> [Task objective]: Every line below that holds the string "road" should be copied out.

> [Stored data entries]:
########################################

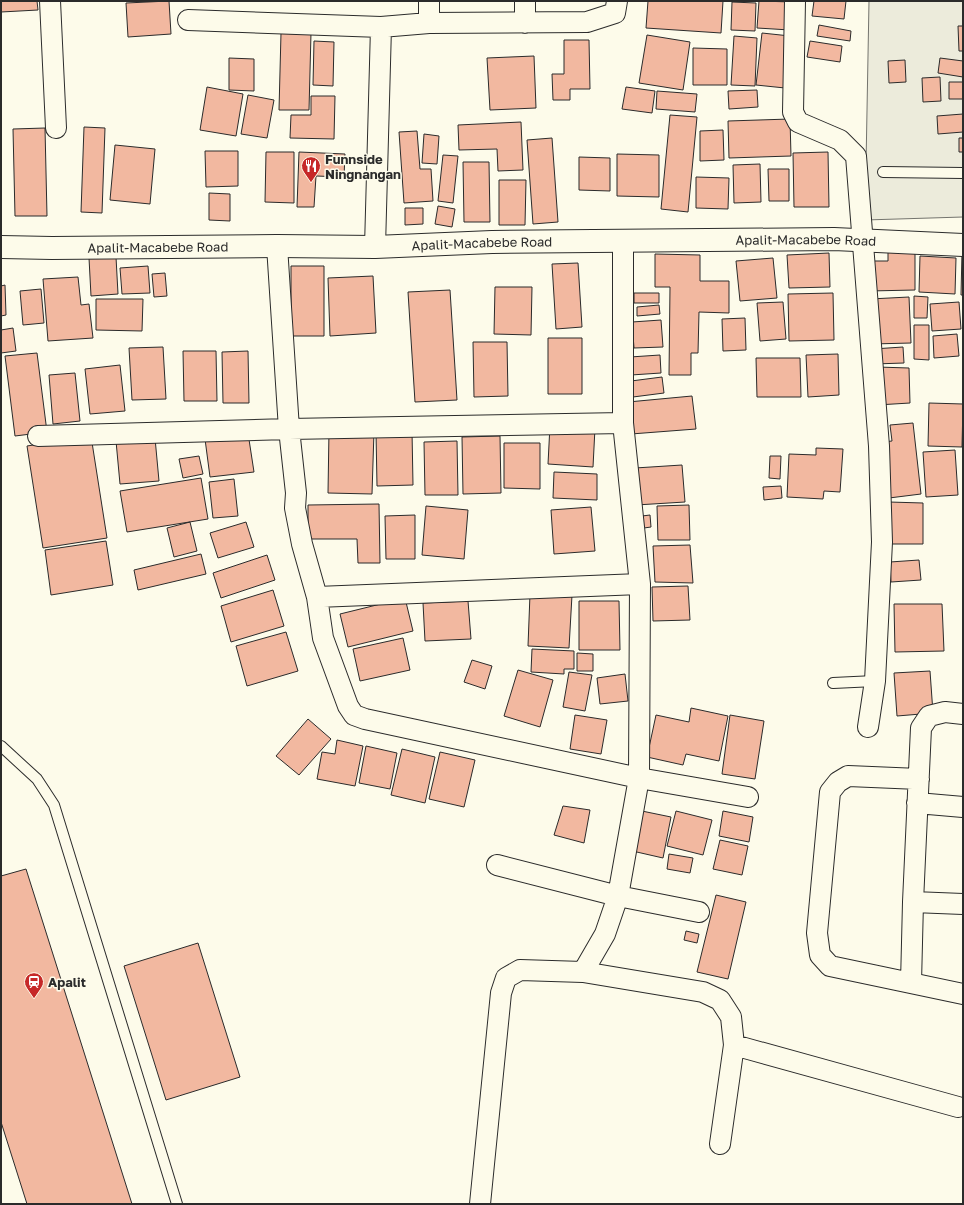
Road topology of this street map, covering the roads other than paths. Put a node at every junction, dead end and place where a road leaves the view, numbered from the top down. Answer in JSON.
{"nodes":[{"id":1,"x":50,"y":1,"type":"edge"},
{"id":2,"x":429,"y":1,"type":"edge"},
{"id":3,"x":525,"y":1,"type":"edge"},
{"id":4,"x":617,"y":1,"type":"edge"},
{"id":5,"x":795,"y":1,"type":"edge"},
{"id":6,"x":188,"y":20,"type":"dead end"},
{"id":7,"x":429,"y":23,"type":"junction"},
{"id":8,"x":525,"y":23,"type":"junction"},
{"id":9,"x":381,"y":26,"type":"junction"},
{"id":10,"x":56,"y":128,"type":"dead end"},
{"id":11,"x":883,"y":172,"type":"dead end"},
{"id":12,"x":963,"y":173,"type":"edge"},
{"id":13,"x":623,"y":240,"type":"junction"},
{"id":14,"x":862,"y":240,"type":"junction"},
{"id":15,"x":963,"y":245,"type":"edge"},
{"id":16,"x":277,"y":246,"type":"junction"},
{"id":17,"x":1,"y":247,"type":"edge"},
{"id":18,"x":375,"y":248,"type":"junction"},
{"id":19,"x":623,"y":423,"type":"junction"},
{"id":20,"x":289,"y":429,"type":"junction"},
{"id":21,"x":38,"y":436,"type":"dead end"},
{"id":22,"x":640,"y":584,"type":"junction"},
{"id":23,"x":317,"y":597,"type":"junction"},
{"id":24,"x":875,"y":681,"type":"junction"},
{"id":25,"x":833,"y":682,"type":"dead end"},
{"id":26,"x":963,"y":714,"type":"edge"},
{"id":27,"x":868,"y":727,"type":"dead end"},
{"id":28,"x":1,"y":746,"type":"edge"},
{"id":29,"x":639,"y":778,"type":"junction"},
{"id":30,"x":919,"y":779,"type":"junction"},
{"id":31,"x":748,"y":797,"type":"dead end"},
{"id":32,"x":917,"y":803,"type":"junction"},
{"id":33,"x":963,"y":807,"type":"edge"},
{"id":34,"x":497,"y":865,"type":"dead end"},
{"id":35,"x":618,"y":896,"type":"junction"},
{"id":36,"x":912,"y":902,"type":"junction"},
{"id":37,"x":963,"y":904,"type":"edge"},
{"id":38,"x":699,"y":912,"type":"dead end"},
{"id":39,"x":583,"y":972,"type":"junction"},
{"id":40,"x":911,"y":983,"type":"junction"},
{"id":41,"x":963,"y":994,"type":"edge"},
{"id":42,"x":734,"y":1045,"type":"junction"},
{"id":43,"x":958,"y":1107,"type":"dead end"},
{"id":44,"x":720,"y":1144,"type":"dead end"},
{"id":45,"x":177,"y":1204,"type":"edge"},
{"id":46,"x":480,"y":1204,"type":"edge"}],
"edges":[{"from":1,"to":10,"type":"street"},
{"from":2,"to":7,"type":"street"},
{"from":3,"to":8,"type":"street"},
{"from":4,"to":8,"type":"street"},
{"from":5,"to":14,"type":"street"},
{"from":6,"to":9,"type":"street"},
{"from":7,"to":8,"type":"street"},
{"from":7,"to":9,"type":"street"},
{"from":9,"to":18,"type":"street"},
{"from":11,"to":12,"type":"lane"},
{"from":13,"to":14,"type":"main road","name":"Apalit-Macabebe Road"},
{"from":13,"to":18,"type":"main road","name":"Apalit-Macabebe Road"},
{"from":13,"to":19,"type":"street"},
{"from":14,"to":15,"type":"main road","name":"Apalit-Macabebe Road"},
{"from":14,"to":24,"type":"street"},
{"from":16,"to":17,"type":"main road","name":"Apalit-Macabebe Road"},
{"from":16,"to":18,"type":"main road","name":"Apalit-Macabebe Road"},
{"from":16,"to":20,"type":"street"},
{"from":19,"to":20,"type":"street"},
{"from":19,"to":22,"type":"street"},
{"from":20,"to":21,"type":"street"},
{"from":20,"to":23,"type":"street"},
{"from":22,"to":23,"type":"street"},
{"from":22,"to":29,"type":"street"},
{"from":23,"to":29,"type":"street"},
{"from":24,"to":25,"type":"lane"},
{"from":24,"to":27,"type":"street"},
{"from":26,"to":30,"type":"street"},
{"from":28,"to":45,"type":"lane"},
{"from":29,"to":31,"type":"street"},
{"from":29,"to":35,"type":"street"},
{"from":30,"to":32,"type":"street"},
{"from":30,"to":40,"type":"street"},
{"from":32,"to":33,"type":"street"},
{"from":32,"to":36,"type":"street"},
{"from":34,"to":35,"type":"street"},
{"from":35,"to":38,"type":"street"},
{"from":35,"to":39,"type":"street"},
{"from":36,"to":37,"type":"street"},
{"from":36,"to":40,"type":"street"},
{"from":39,"to":42,"type":"street"},
{"from":39,"to":46,"type":"street"},
{"from":40,"to":41,"type":"street"},
{"from":42,"to":43,"type":"street"},
{"from":42,"to":44,"type":"street"}]}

########################################

> [Written answer]:
Road topology of this street map, covering the roads other than paths. Put a node at every junction, dead end and place where a road leaves the view, numbered from the top down. Answer in JSON.
{"from":13,"to":14,"type":"main road","name":"Apalit-Macabebe Road"},
{"from":13,"to":18,"type":"main road","name":"Apalit-Macabebe Road"},
{"from":14,"to":15,"type":"main road","name":"Apalit-Macabebe Road"},
{"from":16,"to":17,"type":"main road","name":"Apalit-Macabebe Road"},
{"from":16,"to":18,"type":"main road","name":"Apalit-Macabebe Road"},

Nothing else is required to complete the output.